* [To do]:
Show, in full, each line of the data that contains "numbered".

* [Records provided]:
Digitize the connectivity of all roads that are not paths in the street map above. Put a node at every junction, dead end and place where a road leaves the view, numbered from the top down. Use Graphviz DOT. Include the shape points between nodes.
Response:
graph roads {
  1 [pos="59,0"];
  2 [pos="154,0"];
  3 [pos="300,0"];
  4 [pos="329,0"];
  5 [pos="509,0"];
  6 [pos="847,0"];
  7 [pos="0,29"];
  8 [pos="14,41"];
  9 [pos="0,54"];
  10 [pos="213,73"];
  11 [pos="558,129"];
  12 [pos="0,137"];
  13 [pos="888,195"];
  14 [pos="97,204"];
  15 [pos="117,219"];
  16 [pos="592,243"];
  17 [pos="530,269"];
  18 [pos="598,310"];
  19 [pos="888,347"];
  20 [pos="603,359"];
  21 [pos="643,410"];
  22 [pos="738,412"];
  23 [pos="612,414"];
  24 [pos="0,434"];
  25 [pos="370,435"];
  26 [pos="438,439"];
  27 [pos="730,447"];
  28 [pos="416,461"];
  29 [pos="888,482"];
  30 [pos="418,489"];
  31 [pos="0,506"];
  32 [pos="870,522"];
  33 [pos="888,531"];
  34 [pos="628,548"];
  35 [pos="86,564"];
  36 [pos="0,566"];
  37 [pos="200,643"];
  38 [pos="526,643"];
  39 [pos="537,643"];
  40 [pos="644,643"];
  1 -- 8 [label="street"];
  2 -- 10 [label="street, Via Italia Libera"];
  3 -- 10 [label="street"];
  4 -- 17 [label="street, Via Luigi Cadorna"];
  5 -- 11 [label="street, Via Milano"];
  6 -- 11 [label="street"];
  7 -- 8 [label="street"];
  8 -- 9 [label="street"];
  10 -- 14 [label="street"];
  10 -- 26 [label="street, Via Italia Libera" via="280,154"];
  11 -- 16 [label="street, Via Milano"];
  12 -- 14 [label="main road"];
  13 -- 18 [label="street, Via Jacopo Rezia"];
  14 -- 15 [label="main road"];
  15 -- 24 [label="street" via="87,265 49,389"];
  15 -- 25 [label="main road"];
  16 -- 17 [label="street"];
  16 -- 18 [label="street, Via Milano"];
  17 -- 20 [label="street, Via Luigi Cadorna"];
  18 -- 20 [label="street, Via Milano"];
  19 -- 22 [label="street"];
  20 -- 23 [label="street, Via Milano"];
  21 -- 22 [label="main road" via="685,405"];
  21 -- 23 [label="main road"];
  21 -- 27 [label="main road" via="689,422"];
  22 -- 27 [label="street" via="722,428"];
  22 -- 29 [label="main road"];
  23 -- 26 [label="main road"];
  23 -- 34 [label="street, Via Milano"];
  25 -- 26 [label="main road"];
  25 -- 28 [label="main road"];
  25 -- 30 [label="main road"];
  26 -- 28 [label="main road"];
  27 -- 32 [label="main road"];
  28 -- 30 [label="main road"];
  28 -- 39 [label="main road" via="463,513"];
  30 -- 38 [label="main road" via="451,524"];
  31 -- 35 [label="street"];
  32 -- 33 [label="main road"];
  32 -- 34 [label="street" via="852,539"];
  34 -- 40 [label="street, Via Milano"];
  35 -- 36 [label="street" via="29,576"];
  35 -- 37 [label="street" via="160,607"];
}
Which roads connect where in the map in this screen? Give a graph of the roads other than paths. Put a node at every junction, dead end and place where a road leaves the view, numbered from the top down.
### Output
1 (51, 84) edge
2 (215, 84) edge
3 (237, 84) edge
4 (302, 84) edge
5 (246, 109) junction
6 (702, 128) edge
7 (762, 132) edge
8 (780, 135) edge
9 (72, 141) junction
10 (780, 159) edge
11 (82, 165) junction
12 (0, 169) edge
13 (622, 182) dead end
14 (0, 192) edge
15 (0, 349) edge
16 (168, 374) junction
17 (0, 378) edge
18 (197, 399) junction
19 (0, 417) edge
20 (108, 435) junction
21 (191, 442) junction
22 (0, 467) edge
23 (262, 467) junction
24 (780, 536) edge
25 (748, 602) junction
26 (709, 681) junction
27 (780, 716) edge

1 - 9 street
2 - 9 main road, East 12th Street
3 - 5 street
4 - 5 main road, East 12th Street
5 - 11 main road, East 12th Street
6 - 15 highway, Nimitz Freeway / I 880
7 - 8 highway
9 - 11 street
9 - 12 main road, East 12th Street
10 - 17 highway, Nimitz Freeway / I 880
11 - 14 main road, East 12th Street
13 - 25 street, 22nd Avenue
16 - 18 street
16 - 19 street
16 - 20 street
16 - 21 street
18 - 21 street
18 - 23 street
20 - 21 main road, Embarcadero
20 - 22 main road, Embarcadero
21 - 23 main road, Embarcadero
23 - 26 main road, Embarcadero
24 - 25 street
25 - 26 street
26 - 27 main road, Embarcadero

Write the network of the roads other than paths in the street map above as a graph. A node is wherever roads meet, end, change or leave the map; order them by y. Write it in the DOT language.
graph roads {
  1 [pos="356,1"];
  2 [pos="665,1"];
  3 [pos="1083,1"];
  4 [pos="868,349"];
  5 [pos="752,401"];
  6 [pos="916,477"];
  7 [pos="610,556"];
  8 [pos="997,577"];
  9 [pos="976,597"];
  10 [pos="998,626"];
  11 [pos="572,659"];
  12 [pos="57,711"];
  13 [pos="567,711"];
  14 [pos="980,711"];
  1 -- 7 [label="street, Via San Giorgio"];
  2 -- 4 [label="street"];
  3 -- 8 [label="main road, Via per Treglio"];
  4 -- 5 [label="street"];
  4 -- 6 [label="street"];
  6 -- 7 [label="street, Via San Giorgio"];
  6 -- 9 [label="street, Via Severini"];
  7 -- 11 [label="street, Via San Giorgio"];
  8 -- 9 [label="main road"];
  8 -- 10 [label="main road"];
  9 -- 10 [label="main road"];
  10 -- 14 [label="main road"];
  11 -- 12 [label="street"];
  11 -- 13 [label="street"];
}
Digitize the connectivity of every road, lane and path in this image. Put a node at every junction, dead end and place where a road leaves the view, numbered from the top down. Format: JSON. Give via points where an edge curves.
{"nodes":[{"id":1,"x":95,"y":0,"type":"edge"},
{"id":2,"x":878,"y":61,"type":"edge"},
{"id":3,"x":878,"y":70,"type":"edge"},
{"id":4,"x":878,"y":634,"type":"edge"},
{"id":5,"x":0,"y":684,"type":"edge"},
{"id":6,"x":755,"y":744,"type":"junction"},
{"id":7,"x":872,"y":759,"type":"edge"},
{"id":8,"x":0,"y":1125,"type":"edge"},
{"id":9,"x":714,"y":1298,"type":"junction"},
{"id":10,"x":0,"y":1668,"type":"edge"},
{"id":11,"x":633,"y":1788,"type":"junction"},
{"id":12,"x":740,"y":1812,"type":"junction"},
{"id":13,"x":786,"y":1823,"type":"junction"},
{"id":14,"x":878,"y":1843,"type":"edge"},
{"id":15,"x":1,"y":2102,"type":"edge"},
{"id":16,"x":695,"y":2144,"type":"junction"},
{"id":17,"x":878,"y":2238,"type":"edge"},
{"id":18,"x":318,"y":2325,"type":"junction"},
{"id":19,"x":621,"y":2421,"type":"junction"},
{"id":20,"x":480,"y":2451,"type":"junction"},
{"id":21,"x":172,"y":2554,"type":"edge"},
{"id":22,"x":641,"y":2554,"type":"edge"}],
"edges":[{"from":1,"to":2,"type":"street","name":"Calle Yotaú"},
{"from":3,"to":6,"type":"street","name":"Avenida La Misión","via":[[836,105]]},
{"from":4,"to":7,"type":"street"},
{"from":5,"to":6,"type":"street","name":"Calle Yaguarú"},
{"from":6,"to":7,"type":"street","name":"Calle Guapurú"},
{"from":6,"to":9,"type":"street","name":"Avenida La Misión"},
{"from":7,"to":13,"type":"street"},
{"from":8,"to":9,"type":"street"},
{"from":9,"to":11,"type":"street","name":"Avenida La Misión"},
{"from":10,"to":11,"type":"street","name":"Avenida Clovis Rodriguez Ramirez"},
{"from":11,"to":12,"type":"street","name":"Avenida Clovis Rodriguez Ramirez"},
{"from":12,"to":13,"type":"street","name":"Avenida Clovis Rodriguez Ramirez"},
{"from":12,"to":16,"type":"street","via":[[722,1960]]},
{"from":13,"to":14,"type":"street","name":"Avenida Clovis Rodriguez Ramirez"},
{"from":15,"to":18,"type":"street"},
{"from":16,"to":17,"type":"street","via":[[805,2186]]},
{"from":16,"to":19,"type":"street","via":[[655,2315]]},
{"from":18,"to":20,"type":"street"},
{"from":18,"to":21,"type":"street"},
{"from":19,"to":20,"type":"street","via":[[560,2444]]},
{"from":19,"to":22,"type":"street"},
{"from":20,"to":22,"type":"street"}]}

* [Your response]:
Digitize the connectivity of all roads that are not paths in the street map above. Put a node at every junction, dead end and place where a road leaves the view, numbered from the top down. Use Graphviz DOT. Include the shape points between nodes.
Which roads connect where in the map in this screen? Give a graph of the roads other than paths. Put a node at every junction, dead end and place where a road leaves the view, numbered from the top down.
Digitize the connectivity of every road, lane and path in this image. Put a node at every junction, dead end and place where a road leaves the view, numbered from the top down. Format: JSON. Give via points where an edge curves.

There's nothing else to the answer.